The new Boston campus is part of MassMutual’s plan to expand and reinvest in Massachusetts over the next several years, the company said.
Ever conscious of cutting operating costs, the building is expected to earn LEED certification, the sought-after environmental and energy seal of approval, by making efficient use of sunlight and other elements and preventing excess water runoff.
In Minneapolis, Thrivent Financial broke ground on a 350,000-square-foot, eight-story, stone, metal and glass rectangle that will include a small park, coffee shop, chapel and art gallery open to the public, the company said.
Completion of the $130 million product is scheduled for mid-2020.
Client expectations and the industry has changed and Thrivent needs to change with it, said CEO Brad Hewitt.
Last summer, Northwestern Mutual’s employees began moving into their new 1.1 million-square-foot, 32-story tower.
The ground-floor commons area features a 40-foot-long gas fireplace, a coffee shop and a park. At the top, balconies outside the top floors offer sweeping views of Lake Michigan, downtown Milwaukee and beyond.
Bathed in light, the building is a showcase of open floor plans, state-of-the-art technology and long-term commitment to an old industrial downtown.
Perhaps most important, the building aims to be a magnet for young talent as insurers compete fiercely with investment banks and mutual funds for senior executives, mid-level actuaries and financial advisors at every level.

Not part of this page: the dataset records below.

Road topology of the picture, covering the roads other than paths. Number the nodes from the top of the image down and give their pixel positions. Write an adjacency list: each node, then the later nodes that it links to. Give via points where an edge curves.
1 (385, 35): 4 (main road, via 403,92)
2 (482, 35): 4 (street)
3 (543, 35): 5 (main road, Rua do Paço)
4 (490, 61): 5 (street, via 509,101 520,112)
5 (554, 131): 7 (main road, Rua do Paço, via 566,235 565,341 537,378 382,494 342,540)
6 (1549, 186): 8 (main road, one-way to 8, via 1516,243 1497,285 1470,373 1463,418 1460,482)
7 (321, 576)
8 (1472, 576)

Repurposing Space, Changing Address
Much of the real estate activity hovers around renovation or leasing office space in a more modern building – sometimes both at once.

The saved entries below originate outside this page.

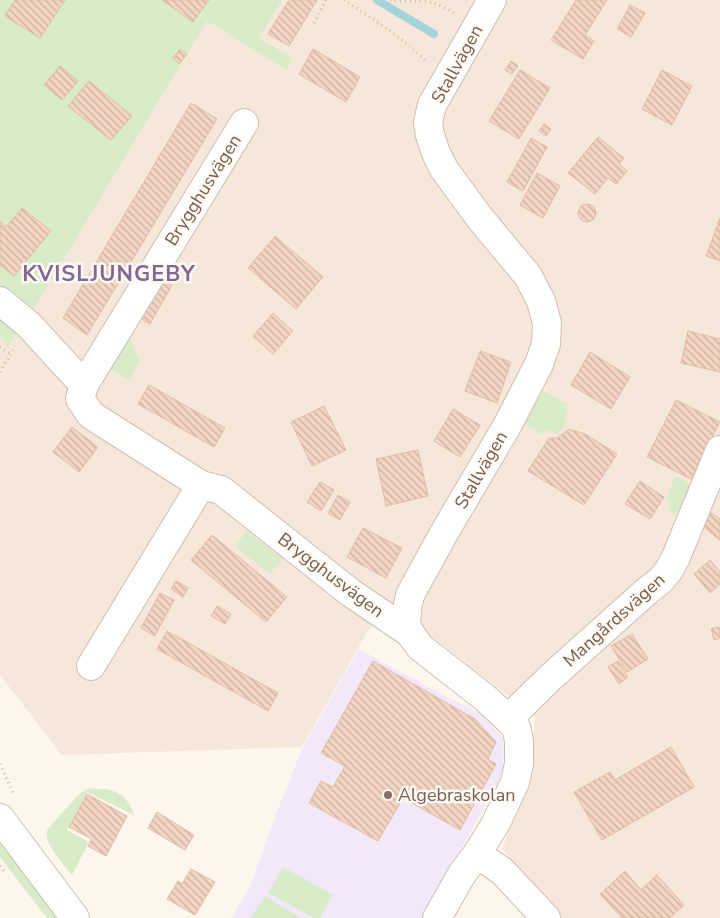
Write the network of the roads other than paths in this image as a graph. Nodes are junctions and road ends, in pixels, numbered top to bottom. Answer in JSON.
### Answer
{"nodes":[{"id":1,"x":492,"y":0,"type":"edge"},
{"id":2,"x":244,"y":123,"type":"dead end"},
{"id":3,"x":0,"y":301,"type":"edge"},
{"id":4,"x":84,"y":385,"type":"junction"},
{"id":5,"x":720,"y":450,"type":"edge"},
{"id":6,"x":201,"y":485,"type":"junction"},
{"id":7,"x":410,"y":633,"type":"junction"},
{"id":8,"x":91,"y":666,"type":"dead end"},
{"id":9,"x":508,"y":719,"type":"junction"},
{"id":10,"x":0,"y":818,"type":"edge"},
{"id":11,"x":477,"y":854,"type":"junction"},
{"id":12,"x":75,"y":918,"type":"edge"},
{"id":13,"x":437,"y":918,"type":"edge"},
{"id":14,"x":546,"y":918,"type":"edge"}],
"edges":[{"from":1,"to":7,"type":"street","name":"Stallvägen"},
{"from":2,"to":4,"type":"street","name":"Brygghusvägen"},
{"from":3,"to":4,"type":"street"},
{"from":4,"to":6,"type":"street","name":"Brygghusvägen"},
{"from":5,"to":9,"type":"street","name":"Mangårdsvägen"},
{"from":6,"to":7,"type":"street","name":"Brygghusvägen"},
{"from":6,"to":8,"type":"street"},
{"from":7,"to":9,"type":"street"},
{"from":9,"to":11,"type":"street"},
{"from":10,"to":12,"type":"street"},
{"from":11,"to":13,"type":"street"},
{"from":11,"to":14,"type":"street"}]}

In April, New York-based Guardian Life moved 300 technology employees to a renovated mixed-use complex called Bell Works in Holmdel, N.J., at the former site of Bell Labs designed by mid-century modern master Eero Saarinen.
Employees relocated to 90,000 square feet of space in a complex with more than 2 million square feet. It sits along an esplanade lined with shops, cafes, restaurants, a fitness facility and a public library.
Guardian Life also announced it was moving its headquarters from 7 Hanover Square at the top of Lower Manhattan to 150,000 square feet of space in a high-rise at Hudson Yards, a cluster of gleaming office towers rising over railway tracks on Manhattan’s west side.
In Cedar Rapids, Iowa, Transamerica’s parent company AEGON will spend $40 million to renovate 480,000 square feet of space in two adjacent buildings, and connect them both.
Capital improvements to the company’s southwest Cedar Rapids campus will allow Transamerica to consolidate the 2,600 employees working in Cedar Rapids into one location.
That will make for a more agile company and foster collaboration, which is how the company expects to operate 10 years from now, according to Transamerica President and CEO Mark Mullin.